**YOUR ASSIGNMENT**
Transcribe all the entries word for word, skipping the pictures.

**Collected data entries**

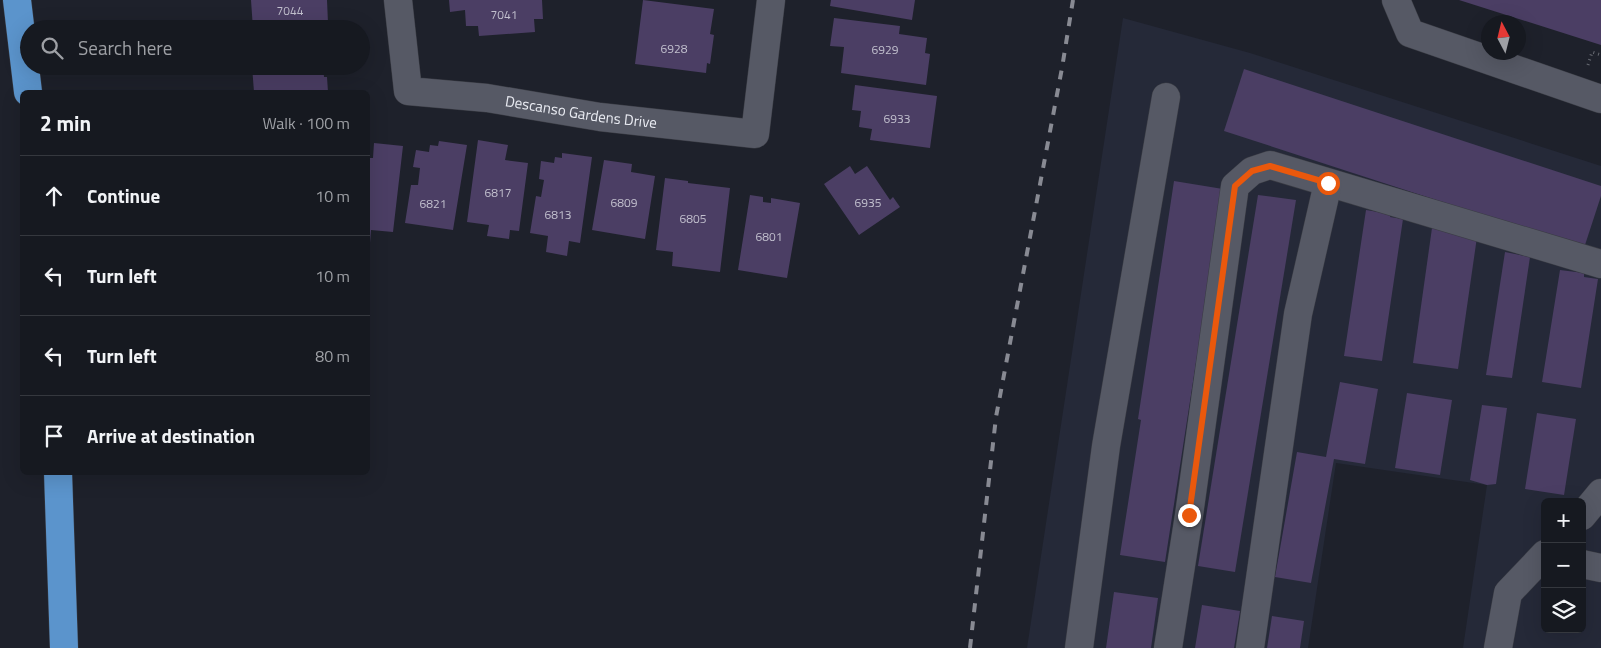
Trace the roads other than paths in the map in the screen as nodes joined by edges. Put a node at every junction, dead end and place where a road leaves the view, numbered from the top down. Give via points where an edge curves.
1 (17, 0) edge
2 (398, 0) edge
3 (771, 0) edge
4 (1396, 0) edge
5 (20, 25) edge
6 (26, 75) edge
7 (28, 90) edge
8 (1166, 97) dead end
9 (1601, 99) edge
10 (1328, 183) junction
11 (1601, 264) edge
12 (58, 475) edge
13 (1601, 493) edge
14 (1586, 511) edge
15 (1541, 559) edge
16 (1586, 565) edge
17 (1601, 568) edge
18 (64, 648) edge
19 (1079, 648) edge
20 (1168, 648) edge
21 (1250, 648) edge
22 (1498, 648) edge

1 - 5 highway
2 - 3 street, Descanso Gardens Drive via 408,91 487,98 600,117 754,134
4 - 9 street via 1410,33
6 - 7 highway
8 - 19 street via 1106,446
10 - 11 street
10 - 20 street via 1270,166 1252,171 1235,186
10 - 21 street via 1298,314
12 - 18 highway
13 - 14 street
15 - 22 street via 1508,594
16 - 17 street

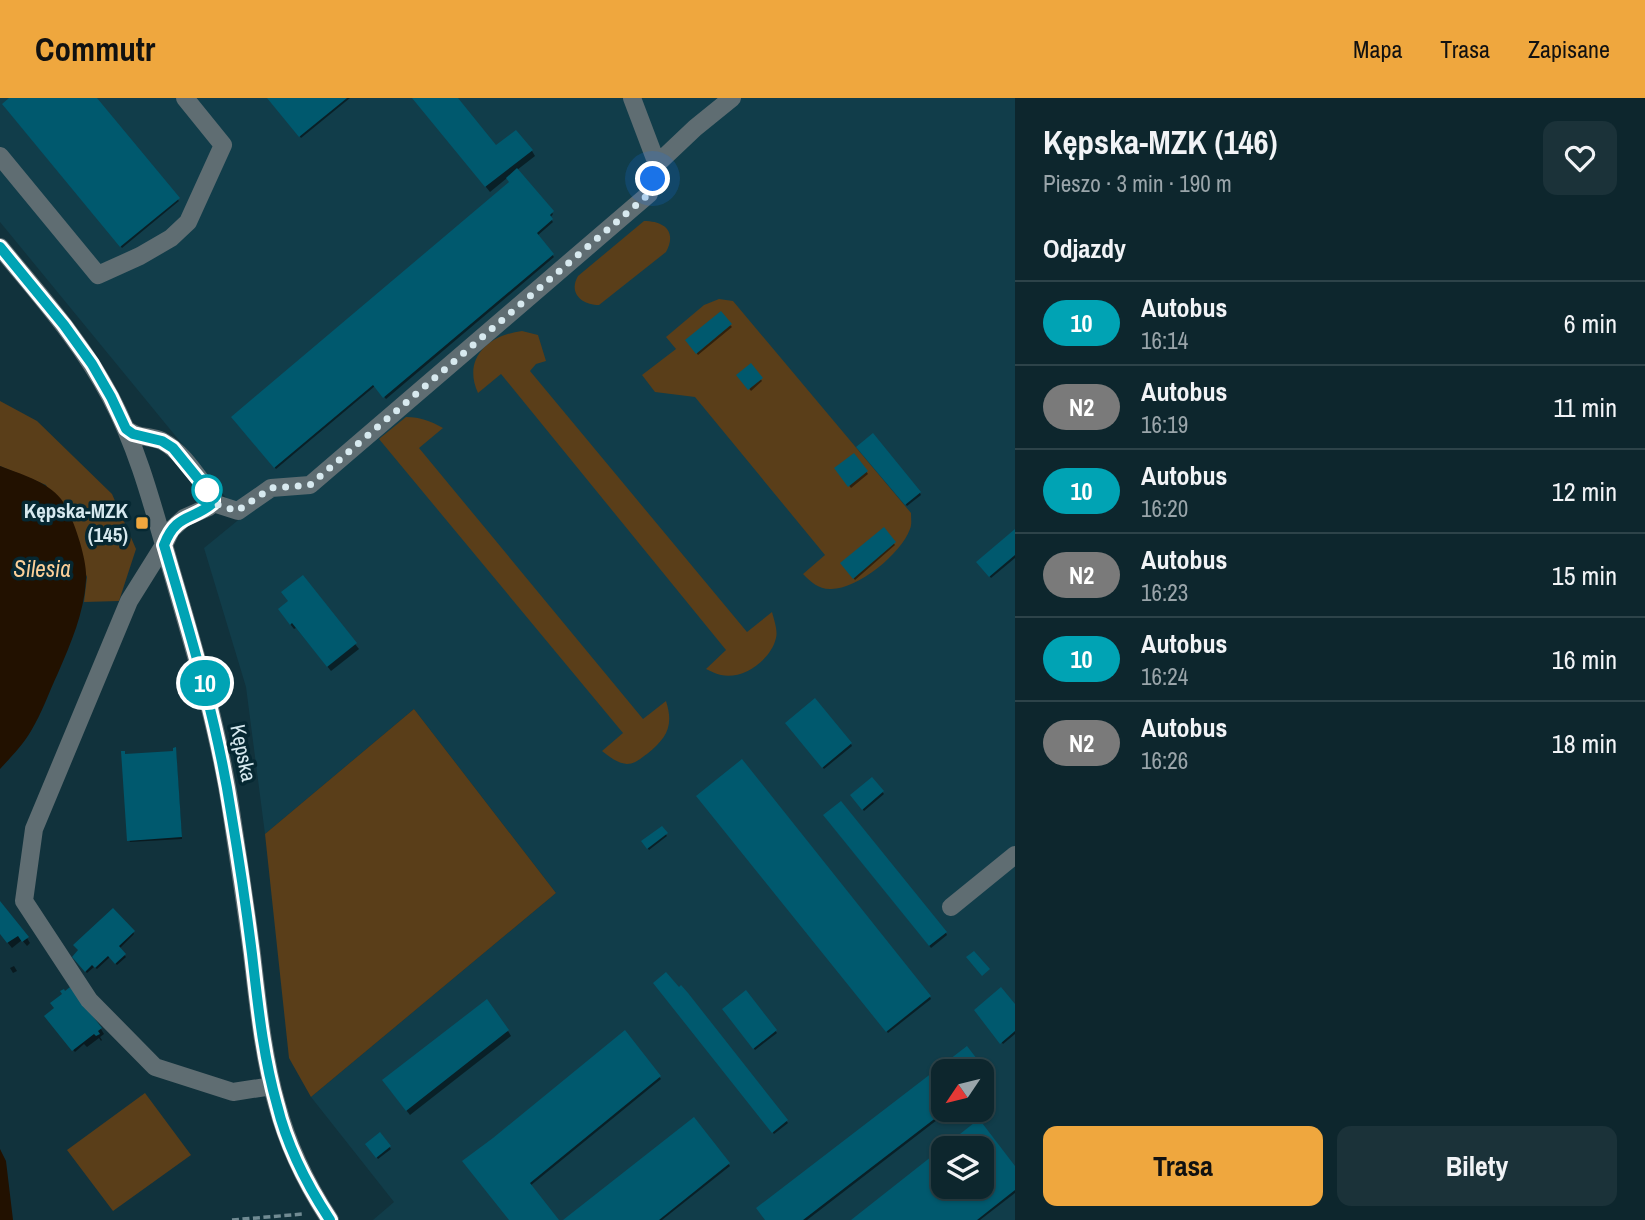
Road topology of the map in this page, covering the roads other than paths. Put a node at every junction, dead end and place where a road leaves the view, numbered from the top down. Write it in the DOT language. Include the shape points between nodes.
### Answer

**SOLUTION**
Trace the roads other than paths in the map in the screen as nodes joined by edges. Put a node at every junction, dead end and place where a road leaves the view, numbered from the top down. Give via points where an edge curves.
1 (17, 0) edge
2 (398, 0) edge
3 (771, 0) edge
4 (1396, 0) edge
5 (20, 25) edge
6 (26, 75) edge
7 (28, 90) edge
8 (1166, 97) dead end
9 (1601, 99) edge
10 (1328, 183) junction
11 (1601, 264) edge
12 (58, 475) edge
13 (1601, 493) edge
14 (1586, 511) edge
15 (1541, 559) edge
16 (1586, 565) edge
17 (1601, 568) edge
18 (64, 648) edge
19 (1079, 648) edge
20 (1168, 648) edge
21 (1250, 648) edge
22 (1498, 648) edge

1 - 5 highway
2 - 3 street, Descanso Gardens Drive via 408,91 487,98 600,117 754,134
4 - 9 street via 1410,33
6 - 7 highway
8 - 19 street via 1106,446
10 - 11 street
10 - 20 street via 1270,166 1252,171 1235,186
10 - 21 street via 1298,314
12 - 18 highway
13 - 14 street
15 - 22 street via 1508,594
16 - 17 street

Road topology of the map in this page, covering the roads other than paths. Put a node at every junction, dead end and place where a road leaves the view, numbered from the top down. Write it in the DOT language. Include the shape points between nodes.
### Answer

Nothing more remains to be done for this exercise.